Task to complete
Line count for "highway": give the number of lines in the records below that hold it, and nothing else.

Stored items:
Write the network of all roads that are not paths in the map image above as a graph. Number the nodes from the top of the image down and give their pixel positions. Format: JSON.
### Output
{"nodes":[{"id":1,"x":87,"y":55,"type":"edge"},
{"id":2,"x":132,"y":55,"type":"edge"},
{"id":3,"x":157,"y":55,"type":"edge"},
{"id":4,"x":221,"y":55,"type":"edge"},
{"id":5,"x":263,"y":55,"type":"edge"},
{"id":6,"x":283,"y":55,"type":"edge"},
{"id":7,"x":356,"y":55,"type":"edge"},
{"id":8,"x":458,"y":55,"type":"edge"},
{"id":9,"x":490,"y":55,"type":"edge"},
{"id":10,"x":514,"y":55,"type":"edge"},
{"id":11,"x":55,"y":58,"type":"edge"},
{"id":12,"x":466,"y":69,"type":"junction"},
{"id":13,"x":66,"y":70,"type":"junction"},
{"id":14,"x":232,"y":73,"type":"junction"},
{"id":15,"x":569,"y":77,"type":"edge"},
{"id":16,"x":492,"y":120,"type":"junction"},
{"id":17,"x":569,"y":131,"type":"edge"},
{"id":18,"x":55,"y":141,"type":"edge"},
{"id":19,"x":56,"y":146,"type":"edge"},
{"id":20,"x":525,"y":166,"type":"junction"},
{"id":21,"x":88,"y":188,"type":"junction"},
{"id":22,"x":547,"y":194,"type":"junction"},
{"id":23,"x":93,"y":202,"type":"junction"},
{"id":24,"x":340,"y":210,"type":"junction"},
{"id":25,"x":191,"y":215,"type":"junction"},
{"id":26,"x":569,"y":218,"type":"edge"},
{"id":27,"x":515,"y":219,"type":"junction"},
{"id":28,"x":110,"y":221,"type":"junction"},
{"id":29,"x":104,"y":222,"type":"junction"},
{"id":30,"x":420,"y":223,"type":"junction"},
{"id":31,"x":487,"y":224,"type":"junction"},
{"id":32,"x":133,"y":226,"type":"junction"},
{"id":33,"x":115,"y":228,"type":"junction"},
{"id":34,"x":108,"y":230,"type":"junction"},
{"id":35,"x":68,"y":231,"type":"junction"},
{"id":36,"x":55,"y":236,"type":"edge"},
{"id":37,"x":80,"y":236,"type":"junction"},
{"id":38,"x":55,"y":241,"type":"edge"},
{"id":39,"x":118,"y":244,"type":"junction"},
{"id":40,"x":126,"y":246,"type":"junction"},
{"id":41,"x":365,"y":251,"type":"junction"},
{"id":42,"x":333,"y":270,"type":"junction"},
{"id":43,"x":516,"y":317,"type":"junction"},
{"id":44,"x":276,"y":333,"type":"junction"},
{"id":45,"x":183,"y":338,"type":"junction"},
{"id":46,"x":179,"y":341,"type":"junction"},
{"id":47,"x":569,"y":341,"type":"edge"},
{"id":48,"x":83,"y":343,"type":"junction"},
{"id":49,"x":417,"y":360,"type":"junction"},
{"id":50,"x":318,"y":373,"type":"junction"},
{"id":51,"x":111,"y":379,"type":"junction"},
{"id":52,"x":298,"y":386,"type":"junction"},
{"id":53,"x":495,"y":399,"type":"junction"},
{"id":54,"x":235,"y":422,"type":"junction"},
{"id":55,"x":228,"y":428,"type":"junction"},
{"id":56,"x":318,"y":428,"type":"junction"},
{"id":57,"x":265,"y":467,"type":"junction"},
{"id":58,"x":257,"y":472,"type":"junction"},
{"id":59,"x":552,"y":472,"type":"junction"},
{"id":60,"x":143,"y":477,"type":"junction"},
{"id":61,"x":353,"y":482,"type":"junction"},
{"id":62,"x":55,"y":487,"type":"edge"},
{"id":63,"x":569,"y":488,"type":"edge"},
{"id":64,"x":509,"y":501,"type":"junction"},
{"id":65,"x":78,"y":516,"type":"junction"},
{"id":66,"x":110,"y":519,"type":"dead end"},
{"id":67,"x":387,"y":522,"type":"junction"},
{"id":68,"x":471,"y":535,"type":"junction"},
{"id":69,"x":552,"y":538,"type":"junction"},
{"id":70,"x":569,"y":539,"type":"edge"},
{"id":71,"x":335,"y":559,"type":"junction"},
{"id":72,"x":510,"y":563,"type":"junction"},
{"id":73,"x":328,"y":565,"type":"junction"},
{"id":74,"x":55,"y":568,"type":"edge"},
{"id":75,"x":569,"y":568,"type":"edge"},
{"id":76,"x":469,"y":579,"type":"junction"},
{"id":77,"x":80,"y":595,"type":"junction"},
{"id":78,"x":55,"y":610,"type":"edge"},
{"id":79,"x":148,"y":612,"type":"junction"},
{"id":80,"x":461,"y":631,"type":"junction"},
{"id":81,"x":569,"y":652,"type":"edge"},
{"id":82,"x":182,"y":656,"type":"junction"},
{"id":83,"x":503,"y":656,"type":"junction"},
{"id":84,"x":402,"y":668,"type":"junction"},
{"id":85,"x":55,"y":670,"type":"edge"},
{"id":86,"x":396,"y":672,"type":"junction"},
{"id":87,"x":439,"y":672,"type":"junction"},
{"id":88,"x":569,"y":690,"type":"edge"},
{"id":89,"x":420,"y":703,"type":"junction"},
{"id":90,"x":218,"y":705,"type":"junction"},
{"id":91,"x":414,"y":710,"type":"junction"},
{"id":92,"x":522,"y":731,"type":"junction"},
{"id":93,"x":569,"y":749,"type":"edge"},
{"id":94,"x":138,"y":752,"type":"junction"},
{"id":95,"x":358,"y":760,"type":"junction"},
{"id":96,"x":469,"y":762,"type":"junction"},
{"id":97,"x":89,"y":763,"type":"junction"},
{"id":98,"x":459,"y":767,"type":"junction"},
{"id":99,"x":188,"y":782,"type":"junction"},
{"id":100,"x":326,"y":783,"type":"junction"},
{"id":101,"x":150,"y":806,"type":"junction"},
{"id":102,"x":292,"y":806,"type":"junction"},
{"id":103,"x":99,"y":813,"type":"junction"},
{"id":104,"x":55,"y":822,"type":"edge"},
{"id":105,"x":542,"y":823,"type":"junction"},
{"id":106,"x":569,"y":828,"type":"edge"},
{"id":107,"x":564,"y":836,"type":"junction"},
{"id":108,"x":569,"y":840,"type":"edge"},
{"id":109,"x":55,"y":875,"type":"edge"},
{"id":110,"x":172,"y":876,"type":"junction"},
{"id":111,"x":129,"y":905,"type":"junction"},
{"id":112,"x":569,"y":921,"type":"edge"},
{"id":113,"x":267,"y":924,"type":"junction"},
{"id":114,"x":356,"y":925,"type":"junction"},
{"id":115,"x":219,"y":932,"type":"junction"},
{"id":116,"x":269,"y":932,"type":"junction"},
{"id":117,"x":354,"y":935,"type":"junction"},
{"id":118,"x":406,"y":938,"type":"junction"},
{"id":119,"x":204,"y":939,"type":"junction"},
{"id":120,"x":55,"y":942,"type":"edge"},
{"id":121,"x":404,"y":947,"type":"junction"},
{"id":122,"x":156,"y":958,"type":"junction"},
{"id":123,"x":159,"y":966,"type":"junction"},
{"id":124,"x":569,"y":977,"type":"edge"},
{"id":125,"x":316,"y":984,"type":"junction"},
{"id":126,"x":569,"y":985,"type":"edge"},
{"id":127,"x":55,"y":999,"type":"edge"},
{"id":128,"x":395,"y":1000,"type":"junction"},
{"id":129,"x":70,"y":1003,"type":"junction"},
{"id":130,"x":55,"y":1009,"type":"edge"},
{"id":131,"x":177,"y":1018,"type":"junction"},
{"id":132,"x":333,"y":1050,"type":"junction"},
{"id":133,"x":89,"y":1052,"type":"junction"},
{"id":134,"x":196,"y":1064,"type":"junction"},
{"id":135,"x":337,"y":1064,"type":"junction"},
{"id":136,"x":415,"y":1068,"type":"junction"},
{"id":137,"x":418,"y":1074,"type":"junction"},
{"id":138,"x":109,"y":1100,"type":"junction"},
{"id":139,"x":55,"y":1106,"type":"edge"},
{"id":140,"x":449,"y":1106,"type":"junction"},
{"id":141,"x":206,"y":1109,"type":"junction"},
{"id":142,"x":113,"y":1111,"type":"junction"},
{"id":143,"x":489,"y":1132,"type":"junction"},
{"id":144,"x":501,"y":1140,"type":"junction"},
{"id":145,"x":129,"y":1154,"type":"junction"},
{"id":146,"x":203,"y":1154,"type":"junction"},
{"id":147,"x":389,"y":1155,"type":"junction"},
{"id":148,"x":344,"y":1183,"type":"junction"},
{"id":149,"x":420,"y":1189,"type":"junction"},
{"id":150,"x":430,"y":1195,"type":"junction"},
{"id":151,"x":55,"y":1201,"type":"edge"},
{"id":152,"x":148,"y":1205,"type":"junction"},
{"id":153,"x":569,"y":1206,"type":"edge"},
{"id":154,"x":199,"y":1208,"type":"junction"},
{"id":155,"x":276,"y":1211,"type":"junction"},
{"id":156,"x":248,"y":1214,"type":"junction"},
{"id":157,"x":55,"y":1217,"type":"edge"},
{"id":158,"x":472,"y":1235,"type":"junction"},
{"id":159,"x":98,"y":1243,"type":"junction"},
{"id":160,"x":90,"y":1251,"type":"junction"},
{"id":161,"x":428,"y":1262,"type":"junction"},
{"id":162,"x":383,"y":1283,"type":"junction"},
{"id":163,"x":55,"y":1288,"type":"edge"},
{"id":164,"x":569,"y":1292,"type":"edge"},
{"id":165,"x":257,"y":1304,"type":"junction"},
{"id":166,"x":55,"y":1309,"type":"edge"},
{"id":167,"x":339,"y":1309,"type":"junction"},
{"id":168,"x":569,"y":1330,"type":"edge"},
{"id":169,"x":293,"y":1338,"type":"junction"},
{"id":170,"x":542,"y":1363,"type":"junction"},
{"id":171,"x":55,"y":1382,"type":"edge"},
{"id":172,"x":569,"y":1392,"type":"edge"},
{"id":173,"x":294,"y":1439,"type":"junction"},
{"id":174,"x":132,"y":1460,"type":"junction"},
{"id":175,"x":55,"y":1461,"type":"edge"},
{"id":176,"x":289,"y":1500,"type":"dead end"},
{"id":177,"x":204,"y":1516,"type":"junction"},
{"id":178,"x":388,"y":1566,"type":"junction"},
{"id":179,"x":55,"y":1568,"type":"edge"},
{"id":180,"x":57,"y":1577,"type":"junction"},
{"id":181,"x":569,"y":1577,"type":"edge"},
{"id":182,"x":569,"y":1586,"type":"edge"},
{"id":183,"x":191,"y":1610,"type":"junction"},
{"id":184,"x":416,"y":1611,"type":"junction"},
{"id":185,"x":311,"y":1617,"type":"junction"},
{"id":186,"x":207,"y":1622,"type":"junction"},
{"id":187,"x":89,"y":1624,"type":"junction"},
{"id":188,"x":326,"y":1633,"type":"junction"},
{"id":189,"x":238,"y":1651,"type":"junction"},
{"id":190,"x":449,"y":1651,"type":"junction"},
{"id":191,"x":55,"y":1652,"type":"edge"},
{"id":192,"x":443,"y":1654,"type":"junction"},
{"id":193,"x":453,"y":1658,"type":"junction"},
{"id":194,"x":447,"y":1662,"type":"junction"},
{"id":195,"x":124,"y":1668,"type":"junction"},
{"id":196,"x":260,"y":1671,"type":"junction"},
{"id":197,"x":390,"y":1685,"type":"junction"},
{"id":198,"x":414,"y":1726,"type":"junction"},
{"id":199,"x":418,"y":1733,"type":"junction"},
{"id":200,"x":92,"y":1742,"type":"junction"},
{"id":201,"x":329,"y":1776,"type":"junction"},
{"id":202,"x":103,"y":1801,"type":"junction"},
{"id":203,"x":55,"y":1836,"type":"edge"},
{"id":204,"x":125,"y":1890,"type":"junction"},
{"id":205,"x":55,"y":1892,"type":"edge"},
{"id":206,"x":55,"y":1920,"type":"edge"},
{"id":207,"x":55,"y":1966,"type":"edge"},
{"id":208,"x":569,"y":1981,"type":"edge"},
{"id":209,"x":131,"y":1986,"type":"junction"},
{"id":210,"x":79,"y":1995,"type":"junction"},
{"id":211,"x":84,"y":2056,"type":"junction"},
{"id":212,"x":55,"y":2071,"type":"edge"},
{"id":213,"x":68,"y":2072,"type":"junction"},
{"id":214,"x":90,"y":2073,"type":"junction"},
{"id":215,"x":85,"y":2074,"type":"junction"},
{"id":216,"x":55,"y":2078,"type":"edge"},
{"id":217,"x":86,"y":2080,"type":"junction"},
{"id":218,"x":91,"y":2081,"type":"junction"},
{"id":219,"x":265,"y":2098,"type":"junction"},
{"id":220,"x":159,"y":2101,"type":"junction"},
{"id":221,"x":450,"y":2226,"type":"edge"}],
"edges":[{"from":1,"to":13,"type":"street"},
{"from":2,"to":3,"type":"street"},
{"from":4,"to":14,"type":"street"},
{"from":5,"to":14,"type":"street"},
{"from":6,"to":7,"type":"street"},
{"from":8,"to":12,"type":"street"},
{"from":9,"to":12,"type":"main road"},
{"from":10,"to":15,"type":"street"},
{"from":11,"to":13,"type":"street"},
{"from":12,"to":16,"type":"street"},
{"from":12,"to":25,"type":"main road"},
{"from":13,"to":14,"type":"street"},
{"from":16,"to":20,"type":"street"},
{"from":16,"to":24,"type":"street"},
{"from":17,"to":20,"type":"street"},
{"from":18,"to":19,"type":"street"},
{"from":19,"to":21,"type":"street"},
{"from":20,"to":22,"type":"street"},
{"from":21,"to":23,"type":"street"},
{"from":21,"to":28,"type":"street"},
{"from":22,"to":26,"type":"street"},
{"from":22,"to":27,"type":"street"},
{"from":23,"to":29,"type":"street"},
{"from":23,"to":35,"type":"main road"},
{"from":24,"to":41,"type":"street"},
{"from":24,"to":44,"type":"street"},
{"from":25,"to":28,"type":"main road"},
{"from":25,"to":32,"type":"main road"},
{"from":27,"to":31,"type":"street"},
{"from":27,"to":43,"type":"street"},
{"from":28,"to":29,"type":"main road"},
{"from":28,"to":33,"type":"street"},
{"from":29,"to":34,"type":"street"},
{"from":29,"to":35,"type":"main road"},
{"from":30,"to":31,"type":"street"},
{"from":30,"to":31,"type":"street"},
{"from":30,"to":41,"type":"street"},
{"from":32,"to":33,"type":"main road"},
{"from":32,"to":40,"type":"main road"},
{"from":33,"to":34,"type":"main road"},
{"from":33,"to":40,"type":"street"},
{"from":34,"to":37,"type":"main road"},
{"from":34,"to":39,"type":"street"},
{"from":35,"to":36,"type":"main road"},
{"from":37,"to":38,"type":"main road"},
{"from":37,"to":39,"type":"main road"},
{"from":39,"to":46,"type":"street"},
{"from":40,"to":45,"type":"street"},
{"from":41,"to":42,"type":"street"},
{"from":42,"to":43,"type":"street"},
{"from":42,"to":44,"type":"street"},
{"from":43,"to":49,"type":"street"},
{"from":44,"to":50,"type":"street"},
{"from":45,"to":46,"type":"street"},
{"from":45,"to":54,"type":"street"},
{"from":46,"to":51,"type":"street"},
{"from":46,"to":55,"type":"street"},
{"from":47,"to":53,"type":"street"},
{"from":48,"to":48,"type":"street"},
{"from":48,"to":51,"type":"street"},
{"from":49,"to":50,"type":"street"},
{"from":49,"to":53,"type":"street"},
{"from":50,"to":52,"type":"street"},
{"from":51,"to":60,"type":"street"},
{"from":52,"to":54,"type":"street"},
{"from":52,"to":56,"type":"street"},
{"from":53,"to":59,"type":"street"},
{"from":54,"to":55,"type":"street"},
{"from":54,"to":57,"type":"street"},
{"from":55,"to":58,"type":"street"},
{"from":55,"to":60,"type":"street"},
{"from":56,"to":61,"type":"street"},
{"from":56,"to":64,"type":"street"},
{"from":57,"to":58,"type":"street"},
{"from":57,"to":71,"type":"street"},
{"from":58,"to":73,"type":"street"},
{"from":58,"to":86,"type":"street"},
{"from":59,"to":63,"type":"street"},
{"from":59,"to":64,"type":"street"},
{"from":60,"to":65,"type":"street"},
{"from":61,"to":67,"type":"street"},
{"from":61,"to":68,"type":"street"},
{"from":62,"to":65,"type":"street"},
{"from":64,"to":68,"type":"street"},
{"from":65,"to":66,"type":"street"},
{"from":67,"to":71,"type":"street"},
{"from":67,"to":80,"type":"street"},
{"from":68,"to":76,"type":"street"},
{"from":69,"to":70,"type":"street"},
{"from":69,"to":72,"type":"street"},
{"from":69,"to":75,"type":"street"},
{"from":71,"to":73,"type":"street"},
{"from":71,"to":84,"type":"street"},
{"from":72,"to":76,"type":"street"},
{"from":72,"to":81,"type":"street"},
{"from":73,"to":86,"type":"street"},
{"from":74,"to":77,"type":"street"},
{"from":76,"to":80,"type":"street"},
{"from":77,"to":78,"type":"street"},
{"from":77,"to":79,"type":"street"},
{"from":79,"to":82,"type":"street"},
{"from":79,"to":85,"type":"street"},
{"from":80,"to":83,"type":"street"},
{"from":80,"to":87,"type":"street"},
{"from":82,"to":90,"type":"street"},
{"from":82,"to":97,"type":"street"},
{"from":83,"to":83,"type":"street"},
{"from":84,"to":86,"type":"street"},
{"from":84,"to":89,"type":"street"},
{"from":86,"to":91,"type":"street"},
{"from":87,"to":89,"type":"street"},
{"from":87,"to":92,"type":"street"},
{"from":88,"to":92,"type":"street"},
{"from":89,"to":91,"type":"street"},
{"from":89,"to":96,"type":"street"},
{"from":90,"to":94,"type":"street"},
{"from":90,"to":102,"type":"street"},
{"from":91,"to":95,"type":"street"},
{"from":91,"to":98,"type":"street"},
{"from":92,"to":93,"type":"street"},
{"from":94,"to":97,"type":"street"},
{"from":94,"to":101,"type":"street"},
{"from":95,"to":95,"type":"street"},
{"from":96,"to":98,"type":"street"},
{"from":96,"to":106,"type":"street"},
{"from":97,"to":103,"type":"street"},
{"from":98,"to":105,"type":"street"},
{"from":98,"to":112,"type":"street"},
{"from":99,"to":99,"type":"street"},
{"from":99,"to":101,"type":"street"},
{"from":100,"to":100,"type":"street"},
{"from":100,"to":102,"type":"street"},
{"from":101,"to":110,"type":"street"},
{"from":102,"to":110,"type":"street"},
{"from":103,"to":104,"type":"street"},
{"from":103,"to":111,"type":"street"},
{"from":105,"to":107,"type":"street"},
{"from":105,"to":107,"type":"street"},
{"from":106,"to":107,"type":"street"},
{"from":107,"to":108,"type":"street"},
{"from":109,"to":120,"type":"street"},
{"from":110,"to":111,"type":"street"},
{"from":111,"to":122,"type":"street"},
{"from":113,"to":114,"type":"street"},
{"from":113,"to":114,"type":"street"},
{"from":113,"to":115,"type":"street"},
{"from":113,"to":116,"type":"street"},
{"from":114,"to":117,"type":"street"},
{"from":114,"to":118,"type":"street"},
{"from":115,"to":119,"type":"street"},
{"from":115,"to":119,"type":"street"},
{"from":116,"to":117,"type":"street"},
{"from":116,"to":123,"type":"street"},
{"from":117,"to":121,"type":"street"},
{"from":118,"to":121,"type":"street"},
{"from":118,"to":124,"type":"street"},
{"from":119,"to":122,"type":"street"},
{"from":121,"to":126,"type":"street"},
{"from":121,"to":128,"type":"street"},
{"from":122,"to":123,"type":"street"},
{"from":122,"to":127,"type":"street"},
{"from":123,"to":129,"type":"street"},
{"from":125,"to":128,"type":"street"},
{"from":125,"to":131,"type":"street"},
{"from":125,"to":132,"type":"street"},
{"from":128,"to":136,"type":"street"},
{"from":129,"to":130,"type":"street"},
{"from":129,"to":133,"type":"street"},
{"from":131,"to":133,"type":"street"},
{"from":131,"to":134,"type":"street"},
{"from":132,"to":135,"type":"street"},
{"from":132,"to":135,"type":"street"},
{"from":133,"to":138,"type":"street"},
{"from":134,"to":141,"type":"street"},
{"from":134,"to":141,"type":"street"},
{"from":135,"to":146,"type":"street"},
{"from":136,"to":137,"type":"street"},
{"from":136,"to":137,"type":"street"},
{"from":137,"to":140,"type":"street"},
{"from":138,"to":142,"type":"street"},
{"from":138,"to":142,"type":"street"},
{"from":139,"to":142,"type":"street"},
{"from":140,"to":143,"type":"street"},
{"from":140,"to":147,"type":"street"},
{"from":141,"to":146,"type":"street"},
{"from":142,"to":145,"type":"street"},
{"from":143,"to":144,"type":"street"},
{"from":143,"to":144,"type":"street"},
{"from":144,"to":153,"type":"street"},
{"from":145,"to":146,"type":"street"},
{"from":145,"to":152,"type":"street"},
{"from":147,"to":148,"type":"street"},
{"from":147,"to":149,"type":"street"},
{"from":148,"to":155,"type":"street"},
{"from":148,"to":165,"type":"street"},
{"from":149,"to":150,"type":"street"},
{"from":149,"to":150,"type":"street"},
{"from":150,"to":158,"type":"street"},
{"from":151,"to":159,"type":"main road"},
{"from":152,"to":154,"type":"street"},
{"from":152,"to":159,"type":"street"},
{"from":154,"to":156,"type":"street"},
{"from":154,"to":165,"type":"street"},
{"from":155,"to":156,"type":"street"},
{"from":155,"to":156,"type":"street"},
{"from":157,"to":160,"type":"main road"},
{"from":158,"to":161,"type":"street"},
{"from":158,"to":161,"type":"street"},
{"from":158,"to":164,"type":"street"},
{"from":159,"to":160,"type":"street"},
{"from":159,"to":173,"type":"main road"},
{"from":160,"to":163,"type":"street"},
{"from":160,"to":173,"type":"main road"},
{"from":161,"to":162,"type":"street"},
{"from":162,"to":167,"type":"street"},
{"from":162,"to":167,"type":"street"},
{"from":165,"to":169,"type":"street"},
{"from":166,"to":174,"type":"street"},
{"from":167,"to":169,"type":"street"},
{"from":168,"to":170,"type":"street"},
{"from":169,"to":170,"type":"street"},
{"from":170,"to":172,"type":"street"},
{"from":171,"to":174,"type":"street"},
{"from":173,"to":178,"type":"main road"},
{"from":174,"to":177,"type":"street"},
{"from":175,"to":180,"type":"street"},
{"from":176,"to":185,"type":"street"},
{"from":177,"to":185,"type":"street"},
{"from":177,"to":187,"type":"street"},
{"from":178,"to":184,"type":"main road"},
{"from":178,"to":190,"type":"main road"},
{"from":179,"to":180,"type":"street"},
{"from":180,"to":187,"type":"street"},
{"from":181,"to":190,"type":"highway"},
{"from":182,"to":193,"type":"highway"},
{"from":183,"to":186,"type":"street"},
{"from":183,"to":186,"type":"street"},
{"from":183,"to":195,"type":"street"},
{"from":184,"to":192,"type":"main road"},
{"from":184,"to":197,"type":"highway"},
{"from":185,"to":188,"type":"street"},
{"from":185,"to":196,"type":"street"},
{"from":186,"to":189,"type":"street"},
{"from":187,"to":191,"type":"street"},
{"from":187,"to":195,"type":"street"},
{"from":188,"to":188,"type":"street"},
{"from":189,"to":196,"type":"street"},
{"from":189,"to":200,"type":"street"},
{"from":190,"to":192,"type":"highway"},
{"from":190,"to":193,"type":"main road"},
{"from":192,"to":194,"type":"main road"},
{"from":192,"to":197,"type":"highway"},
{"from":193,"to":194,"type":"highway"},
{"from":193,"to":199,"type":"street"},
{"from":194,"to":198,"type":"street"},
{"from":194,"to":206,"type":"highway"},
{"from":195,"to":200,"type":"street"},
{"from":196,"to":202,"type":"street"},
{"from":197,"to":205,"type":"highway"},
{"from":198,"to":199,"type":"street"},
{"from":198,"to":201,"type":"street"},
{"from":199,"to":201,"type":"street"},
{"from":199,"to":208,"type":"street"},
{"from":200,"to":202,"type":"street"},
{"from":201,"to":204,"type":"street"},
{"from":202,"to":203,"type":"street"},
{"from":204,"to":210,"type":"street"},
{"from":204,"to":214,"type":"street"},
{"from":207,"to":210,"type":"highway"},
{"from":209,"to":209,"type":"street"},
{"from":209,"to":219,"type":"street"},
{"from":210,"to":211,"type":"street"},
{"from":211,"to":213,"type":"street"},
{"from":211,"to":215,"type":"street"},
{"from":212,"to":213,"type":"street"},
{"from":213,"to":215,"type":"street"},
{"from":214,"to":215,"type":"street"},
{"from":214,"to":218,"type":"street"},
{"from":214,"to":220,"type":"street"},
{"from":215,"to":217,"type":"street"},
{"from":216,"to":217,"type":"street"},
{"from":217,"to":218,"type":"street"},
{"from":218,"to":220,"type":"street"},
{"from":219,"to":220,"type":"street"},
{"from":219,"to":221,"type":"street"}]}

Answer
9